"In
The 26th Year Of King Guduphara, In The Samvat Year 103, In The Month Of
Vaisakh, The 4th Day." ...
But Professor Dowson now comes much closer to
General Cunningham, and reads:
"26th year of the King, the year 100 of
Samvat, 3rd day of Vaisakha." (See Rep. of R. As. Soc., 18th January,
1875.) In ordinary application of Samvat (to era of Vikramaditya) A.D.
100 - A.D. 43; but the era meant here is as yet doubtful. Lassen put
Yndoferres about 90 B.C., as Cunningham did formerly about 26 B.C. The
chronology is very doubtful, but the evidence does not appear to be strong
against the synchronism of the King and the legend. (See Prinsep's
Essays, II. 176, 177, and Mr. Thomas's remarks at p. 214; Truebner's
Record, 30th June, 187; Cunningham's Desc. List of Buddhist Sculptures
in Lahore Central Museum; Reinaud, Inde, p. 95.)
Here then may be a faint trace of a true apostolic history. But in the 16th
and 17th centuries Roman Catholic ecclesiastical story-tellers seem to have
striven in rivalry who should most recklessly expand the travels of St.
Thomas. According to an abstract given by P. Vincenzo Maria, his preaching
began in Mesopotamia, and extended through Bactria, etc., to China, "the
States of the Great Mogul" (!) and Siam; he then revisited his first
converts, and passed into Germany, thence to Brazil, "as relates P. Emanuel
Nobriga," and from that to Ethiopia. After thus carrying light to the four
quarters of the World, the indefatigable Traveller and Missionary retook
his way to India, converting Socotra as he passed, and then preached in
Malabar, and on the Coromandel Coast, where he died, as already stated.
Some parts of this strange rhapsody, besides the Indian mission, were no
doubt of old date; for the Chaldaean breviary of the Malabar Church in its
office of St. Thomas contains such passages as this: "By St. Thomas were
the Chinese and the Ethiopians converted to the Truth;" and in an Anthem:
"The Hindus, the Chinese, the Persians, and all the people of the Isles of
the Sea, they who dwell in Syria and Armenia, in Javan and Romania, call
Thomas to remembrance, and adore Thy Name, O Thou our Redeemer!"
The Roman Martyrology calls the city of Martyrdom Calamina, but there is
(I think) a fair presumption that the spot alluded to by Gregory of Tours
was Mailapur, and that the Shrine visited by King Alfred's envoy, Sighelm,
may have been the same.
Marco, as we see, speaks of certain houses belonging to the church, and of
certain Christians who kept it.
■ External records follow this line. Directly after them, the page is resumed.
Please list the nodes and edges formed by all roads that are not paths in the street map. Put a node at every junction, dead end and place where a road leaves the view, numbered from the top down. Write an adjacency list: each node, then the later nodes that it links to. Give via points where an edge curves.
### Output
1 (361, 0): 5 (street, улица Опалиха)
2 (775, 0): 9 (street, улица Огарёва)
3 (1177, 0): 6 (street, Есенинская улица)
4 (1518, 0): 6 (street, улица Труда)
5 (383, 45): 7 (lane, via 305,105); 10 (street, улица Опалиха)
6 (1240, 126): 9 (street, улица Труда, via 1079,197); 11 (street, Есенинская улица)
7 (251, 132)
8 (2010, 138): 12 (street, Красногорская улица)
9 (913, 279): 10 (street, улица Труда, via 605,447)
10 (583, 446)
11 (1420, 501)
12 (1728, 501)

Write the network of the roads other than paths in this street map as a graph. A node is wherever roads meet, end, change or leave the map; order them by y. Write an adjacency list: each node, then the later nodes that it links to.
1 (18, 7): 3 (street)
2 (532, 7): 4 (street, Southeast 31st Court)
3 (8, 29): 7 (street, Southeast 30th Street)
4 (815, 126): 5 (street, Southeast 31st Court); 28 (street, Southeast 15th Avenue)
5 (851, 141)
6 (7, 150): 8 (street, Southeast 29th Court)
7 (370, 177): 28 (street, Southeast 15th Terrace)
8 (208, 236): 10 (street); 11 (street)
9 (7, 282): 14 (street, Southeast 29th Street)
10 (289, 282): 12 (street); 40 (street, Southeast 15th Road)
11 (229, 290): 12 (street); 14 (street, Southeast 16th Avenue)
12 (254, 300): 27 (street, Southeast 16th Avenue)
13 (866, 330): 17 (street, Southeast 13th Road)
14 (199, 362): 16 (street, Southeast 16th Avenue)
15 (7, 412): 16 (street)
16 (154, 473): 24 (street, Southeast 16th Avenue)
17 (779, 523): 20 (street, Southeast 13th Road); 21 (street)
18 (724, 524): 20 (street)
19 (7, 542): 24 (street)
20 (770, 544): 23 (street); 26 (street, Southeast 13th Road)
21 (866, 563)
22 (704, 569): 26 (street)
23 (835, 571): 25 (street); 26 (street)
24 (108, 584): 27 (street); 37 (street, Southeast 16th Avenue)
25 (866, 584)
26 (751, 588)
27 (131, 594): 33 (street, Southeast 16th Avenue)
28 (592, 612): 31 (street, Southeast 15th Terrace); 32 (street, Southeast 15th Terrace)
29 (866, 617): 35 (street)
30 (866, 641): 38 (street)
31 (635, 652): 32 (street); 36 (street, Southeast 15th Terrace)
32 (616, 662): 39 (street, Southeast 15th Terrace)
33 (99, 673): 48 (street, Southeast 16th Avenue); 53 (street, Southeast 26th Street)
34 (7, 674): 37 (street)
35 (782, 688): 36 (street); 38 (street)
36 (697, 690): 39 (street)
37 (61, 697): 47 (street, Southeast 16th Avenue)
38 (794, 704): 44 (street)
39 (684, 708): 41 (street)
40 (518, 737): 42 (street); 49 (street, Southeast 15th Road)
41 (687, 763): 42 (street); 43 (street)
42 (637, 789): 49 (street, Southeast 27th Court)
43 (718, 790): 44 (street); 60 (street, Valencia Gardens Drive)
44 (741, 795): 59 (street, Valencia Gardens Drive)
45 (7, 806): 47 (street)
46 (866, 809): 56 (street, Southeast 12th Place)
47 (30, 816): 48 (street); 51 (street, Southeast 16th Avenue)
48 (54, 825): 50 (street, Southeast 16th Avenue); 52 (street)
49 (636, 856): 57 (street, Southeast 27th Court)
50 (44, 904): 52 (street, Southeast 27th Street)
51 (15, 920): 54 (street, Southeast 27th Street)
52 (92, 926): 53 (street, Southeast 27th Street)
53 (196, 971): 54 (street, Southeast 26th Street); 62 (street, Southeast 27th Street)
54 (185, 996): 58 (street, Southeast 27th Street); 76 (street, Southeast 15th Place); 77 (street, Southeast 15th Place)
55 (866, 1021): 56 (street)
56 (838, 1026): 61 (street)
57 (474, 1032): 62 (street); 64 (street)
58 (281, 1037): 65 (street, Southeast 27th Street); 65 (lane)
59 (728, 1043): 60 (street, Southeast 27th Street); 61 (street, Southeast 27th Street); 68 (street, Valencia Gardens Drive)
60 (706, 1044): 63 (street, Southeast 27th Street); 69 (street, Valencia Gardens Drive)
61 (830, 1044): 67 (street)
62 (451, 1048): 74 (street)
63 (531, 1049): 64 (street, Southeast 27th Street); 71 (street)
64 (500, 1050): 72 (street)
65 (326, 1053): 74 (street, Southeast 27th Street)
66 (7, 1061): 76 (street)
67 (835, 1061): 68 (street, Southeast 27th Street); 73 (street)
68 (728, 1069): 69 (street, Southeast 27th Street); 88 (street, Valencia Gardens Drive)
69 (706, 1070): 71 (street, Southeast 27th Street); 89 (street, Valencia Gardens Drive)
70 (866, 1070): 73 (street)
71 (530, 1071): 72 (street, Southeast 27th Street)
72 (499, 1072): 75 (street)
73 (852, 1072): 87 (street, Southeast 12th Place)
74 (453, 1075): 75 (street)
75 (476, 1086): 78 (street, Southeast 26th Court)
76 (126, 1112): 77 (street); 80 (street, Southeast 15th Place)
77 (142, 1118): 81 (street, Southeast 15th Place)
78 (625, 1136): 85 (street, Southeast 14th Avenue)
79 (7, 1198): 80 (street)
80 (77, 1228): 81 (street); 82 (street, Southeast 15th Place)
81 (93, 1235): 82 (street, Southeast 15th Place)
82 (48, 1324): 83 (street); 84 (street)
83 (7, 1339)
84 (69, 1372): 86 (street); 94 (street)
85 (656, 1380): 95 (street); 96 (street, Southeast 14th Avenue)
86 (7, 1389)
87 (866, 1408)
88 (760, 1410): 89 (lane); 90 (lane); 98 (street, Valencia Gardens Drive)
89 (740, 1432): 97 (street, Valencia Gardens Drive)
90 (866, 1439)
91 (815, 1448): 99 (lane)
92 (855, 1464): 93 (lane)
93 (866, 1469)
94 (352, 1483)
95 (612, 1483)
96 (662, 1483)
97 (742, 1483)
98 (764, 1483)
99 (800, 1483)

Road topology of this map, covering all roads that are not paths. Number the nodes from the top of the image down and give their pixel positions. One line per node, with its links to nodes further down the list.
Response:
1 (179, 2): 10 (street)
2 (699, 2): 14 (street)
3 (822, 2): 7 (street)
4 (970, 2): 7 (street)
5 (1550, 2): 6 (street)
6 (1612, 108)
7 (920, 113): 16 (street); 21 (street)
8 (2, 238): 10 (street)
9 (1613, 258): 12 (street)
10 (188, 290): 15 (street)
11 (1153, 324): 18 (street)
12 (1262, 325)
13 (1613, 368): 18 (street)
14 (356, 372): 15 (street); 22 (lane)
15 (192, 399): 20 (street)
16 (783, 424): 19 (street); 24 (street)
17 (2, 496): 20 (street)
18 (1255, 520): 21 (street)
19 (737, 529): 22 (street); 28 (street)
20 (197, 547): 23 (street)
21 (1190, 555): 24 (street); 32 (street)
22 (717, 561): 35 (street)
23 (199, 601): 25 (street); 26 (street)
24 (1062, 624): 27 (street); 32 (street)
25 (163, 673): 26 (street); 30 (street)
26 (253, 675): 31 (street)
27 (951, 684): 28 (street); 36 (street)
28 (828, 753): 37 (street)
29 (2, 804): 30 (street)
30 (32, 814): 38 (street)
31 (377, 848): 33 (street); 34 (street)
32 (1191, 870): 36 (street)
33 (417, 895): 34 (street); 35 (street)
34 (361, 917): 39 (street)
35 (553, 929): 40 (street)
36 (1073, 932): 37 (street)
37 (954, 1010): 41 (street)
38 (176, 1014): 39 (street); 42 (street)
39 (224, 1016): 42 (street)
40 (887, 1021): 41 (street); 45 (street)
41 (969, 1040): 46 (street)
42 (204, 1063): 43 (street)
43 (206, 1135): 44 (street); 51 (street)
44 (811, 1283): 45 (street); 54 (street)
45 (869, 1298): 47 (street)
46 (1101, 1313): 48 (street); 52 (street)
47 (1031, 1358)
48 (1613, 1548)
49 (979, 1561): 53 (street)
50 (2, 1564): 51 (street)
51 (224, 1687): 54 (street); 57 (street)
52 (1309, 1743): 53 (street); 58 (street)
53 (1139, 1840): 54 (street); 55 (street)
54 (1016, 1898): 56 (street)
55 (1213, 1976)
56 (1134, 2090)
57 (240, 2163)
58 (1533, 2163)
Odoric, some thirty years later, found
beside the church, "some 15 houses of Nestorians," but the Church itself
filled with idols. Conti, in the following century, speaks of the church in
which St. Thomas lay buried, as large and beautiful, and says there were
1000 Nestorians in the city. Joseph of Cranganore, the Malabar Christian
who came to Europe in 1501, speaks like our traveller of the worship paid
to the Saint, even by the heathen, and compares the church to that of St.
John and St. Paul at Venice.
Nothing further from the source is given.